Task prompt
Check each line of the material for the string "Słoneczna", and copy the lines that have it.

Data provided

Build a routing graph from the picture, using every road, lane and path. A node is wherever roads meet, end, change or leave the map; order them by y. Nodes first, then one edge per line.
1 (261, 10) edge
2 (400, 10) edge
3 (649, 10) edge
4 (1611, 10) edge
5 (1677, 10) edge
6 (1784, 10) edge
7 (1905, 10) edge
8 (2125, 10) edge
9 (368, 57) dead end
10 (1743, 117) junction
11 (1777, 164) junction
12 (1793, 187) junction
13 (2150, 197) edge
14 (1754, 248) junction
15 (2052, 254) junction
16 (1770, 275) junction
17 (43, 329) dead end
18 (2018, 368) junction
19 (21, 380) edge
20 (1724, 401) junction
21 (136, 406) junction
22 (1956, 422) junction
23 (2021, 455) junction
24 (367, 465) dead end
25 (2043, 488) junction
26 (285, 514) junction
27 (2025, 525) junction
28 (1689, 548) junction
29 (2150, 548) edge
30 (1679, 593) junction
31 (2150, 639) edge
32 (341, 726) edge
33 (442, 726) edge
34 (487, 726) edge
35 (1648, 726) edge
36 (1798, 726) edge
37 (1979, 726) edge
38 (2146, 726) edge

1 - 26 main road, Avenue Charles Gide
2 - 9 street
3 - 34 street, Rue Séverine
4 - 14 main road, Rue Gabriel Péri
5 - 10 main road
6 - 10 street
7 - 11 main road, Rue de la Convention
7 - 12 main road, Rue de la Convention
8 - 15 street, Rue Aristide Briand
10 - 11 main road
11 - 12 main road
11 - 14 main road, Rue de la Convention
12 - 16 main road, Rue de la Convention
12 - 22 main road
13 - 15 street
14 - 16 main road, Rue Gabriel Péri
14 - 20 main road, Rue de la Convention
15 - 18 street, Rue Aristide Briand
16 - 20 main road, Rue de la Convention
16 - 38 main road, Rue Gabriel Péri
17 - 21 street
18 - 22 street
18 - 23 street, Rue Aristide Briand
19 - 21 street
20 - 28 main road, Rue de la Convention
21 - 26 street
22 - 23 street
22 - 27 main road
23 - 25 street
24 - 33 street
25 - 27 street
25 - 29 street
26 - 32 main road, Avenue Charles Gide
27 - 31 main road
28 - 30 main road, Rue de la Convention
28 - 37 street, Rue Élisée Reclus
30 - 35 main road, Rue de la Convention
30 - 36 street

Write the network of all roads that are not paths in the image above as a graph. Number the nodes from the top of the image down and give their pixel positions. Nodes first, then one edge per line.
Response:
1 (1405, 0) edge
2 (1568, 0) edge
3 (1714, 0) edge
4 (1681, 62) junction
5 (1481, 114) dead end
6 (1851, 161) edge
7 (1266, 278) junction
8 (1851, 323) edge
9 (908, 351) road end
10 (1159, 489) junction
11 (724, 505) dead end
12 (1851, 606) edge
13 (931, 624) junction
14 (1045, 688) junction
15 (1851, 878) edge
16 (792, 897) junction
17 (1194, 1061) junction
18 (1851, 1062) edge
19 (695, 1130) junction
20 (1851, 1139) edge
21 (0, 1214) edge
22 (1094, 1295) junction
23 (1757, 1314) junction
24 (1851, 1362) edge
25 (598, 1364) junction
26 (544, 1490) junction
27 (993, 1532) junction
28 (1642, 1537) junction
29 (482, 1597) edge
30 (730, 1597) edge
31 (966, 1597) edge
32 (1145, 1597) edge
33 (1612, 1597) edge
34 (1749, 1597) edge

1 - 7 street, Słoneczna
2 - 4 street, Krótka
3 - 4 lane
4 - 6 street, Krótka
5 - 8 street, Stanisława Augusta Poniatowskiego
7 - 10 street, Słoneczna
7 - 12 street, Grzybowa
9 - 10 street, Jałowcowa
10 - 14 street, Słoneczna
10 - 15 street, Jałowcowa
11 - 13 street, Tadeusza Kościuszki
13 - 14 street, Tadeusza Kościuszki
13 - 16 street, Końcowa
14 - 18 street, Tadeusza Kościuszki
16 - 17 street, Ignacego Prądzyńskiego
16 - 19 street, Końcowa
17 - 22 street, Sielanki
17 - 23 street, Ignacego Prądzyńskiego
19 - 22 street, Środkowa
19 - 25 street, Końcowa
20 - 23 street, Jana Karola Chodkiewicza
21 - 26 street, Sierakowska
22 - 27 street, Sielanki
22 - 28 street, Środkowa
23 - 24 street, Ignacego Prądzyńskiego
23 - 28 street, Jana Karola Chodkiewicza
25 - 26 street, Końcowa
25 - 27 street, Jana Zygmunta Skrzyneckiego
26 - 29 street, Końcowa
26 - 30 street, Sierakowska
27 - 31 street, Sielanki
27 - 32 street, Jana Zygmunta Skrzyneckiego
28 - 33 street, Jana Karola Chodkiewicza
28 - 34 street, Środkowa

Exercise answer
1 - 7 street, Słoneczna
7 - 10 street, Słoneczna
10 - 14 street, Słoneczna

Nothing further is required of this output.